Daarbij helpt hem het sleutelbegrip ‘tegenspraak’. Elk woord vraagt om een weerwoord en dat maakt de Man gek. In zijn wanhoop roept hij uit dat hij bestaat uit vele ‘ikken’. Die vele ikken zorgen ervoor dat de Man niet bestand is tegen de kracht waarmee de wereld om hem heen op hem inbeukt. Hij kan niet selecteren, kan zich niet beschermen, het is oorlog in zijn hoofd. Zijn delirium is er een van taal.
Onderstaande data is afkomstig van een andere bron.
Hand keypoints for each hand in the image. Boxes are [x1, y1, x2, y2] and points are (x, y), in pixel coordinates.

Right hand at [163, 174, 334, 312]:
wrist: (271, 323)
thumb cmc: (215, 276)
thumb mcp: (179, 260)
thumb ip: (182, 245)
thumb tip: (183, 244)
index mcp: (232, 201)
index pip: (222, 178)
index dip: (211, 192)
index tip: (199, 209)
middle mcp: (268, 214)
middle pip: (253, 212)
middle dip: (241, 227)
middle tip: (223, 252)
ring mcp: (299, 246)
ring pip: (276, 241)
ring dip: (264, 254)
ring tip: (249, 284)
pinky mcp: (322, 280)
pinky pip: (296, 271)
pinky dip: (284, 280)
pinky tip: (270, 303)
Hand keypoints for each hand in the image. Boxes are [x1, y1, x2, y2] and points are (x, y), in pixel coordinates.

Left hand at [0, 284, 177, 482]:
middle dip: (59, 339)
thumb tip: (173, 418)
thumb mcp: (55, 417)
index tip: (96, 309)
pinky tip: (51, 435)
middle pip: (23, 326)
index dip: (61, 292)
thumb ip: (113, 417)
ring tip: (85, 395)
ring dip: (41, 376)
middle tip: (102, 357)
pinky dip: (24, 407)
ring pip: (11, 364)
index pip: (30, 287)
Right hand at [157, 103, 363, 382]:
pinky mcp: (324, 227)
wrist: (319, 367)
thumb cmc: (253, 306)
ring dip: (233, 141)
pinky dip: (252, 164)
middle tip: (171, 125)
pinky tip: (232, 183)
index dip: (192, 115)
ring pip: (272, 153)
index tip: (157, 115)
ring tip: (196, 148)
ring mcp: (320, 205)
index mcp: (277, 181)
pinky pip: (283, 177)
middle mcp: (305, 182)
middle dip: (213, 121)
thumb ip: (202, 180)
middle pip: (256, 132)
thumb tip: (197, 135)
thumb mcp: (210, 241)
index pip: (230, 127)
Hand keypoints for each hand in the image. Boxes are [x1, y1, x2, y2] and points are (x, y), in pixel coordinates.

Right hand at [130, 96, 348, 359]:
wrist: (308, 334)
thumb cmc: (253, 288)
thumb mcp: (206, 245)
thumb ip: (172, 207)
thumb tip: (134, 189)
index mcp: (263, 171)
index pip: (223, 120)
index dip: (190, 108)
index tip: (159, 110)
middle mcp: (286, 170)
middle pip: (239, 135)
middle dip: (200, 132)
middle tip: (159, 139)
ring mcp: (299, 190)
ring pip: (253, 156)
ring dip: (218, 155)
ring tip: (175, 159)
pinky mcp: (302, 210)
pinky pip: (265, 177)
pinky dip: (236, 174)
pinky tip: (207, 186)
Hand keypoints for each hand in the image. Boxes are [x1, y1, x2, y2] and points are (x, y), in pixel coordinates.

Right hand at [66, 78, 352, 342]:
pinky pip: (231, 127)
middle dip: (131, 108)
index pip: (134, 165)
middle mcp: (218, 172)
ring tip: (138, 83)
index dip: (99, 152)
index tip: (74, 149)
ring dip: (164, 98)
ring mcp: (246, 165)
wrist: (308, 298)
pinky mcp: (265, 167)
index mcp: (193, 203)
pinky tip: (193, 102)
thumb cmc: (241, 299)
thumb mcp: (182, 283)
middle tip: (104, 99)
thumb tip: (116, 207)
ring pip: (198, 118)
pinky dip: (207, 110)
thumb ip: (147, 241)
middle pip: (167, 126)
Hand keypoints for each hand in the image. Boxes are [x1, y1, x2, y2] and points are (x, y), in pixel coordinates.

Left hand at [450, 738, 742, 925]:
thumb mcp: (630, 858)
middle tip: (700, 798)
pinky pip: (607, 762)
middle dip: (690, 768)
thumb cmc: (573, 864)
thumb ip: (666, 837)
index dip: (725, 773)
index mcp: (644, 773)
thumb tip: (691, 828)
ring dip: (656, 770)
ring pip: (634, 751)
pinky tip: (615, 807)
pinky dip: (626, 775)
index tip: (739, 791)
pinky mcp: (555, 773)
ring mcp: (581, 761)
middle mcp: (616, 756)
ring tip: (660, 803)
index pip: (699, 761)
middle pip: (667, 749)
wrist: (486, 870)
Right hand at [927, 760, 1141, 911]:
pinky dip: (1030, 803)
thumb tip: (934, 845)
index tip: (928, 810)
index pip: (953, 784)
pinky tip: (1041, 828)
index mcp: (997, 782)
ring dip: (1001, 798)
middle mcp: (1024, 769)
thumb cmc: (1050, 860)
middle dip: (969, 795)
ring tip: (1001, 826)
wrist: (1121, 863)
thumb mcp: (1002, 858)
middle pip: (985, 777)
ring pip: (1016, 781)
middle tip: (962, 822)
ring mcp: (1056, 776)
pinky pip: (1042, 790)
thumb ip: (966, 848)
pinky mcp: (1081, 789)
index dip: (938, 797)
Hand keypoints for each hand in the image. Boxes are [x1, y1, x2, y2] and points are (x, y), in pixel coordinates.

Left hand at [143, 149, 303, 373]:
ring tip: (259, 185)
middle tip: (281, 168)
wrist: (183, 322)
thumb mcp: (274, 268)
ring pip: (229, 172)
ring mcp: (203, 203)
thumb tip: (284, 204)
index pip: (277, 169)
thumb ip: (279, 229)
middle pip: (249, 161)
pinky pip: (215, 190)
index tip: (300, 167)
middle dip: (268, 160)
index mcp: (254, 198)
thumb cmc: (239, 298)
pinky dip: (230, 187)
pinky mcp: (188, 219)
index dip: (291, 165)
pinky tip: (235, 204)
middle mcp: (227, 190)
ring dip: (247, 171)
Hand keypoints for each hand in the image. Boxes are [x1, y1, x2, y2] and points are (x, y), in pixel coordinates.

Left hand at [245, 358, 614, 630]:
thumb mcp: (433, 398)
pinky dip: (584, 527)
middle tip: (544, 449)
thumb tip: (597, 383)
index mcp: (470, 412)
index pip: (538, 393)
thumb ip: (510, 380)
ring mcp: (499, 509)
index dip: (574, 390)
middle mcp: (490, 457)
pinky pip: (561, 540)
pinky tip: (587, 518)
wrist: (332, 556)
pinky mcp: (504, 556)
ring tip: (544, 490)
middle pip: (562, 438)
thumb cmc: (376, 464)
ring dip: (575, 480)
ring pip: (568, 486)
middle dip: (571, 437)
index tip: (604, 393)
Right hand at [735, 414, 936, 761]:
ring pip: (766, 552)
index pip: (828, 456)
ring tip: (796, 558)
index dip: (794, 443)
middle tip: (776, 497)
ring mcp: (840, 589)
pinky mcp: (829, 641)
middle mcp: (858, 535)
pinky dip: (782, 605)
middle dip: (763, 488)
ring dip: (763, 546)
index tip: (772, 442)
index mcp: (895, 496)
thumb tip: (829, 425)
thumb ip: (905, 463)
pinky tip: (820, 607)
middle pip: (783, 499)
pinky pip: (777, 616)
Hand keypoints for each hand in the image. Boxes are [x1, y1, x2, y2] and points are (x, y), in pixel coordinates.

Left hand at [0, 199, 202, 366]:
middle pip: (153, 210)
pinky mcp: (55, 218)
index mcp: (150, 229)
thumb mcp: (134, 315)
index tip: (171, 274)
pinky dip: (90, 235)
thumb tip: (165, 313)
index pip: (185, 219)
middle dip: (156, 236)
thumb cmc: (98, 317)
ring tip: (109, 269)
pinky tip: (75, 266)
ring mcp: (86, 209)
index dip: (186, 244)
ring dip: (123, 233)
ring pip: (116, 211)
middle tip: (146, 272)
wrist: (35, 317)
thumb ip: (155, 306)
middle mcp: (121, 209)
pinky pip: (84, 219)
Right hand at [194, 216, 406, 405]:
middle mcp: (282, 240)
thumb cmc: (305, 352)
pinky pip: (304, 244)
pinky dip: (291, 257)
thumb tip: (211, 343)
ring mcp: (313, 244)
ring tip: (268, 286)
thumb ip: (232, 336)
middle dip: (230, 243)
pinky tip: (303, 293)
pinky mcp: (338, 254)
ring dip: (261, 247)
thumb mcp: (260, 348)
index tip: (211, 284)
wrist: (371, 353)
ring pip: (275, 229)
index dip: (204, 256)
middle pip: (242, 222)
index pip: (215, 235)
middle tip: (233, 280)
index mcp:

Koliek is een totaalkunstwerk van woorden, muziek en licht. Van de toeschouwer vereist dit een geheel andere kijk- en luisterhouding. Aanvankelijk wil je rationeel de tekst doorgronden en zoek je houvast, maar al snel moet je deze instelling loslaten: laat de zee aan woorden over je heen komen en zoek zelf, actief, naar de schoonheid ervan, de rauwheid, de radeloosheid en de bezwerende kracht. Deze helse tocht is uiteindelijk een smeekbede om verlossing. Het onmogelijke van de Himalaya geboren uit de diepzee is dezelfde onmogelijkheid van de Man om zich uit zijn drankdiepzee omhoog te worstelen, maar hij zet hoog in.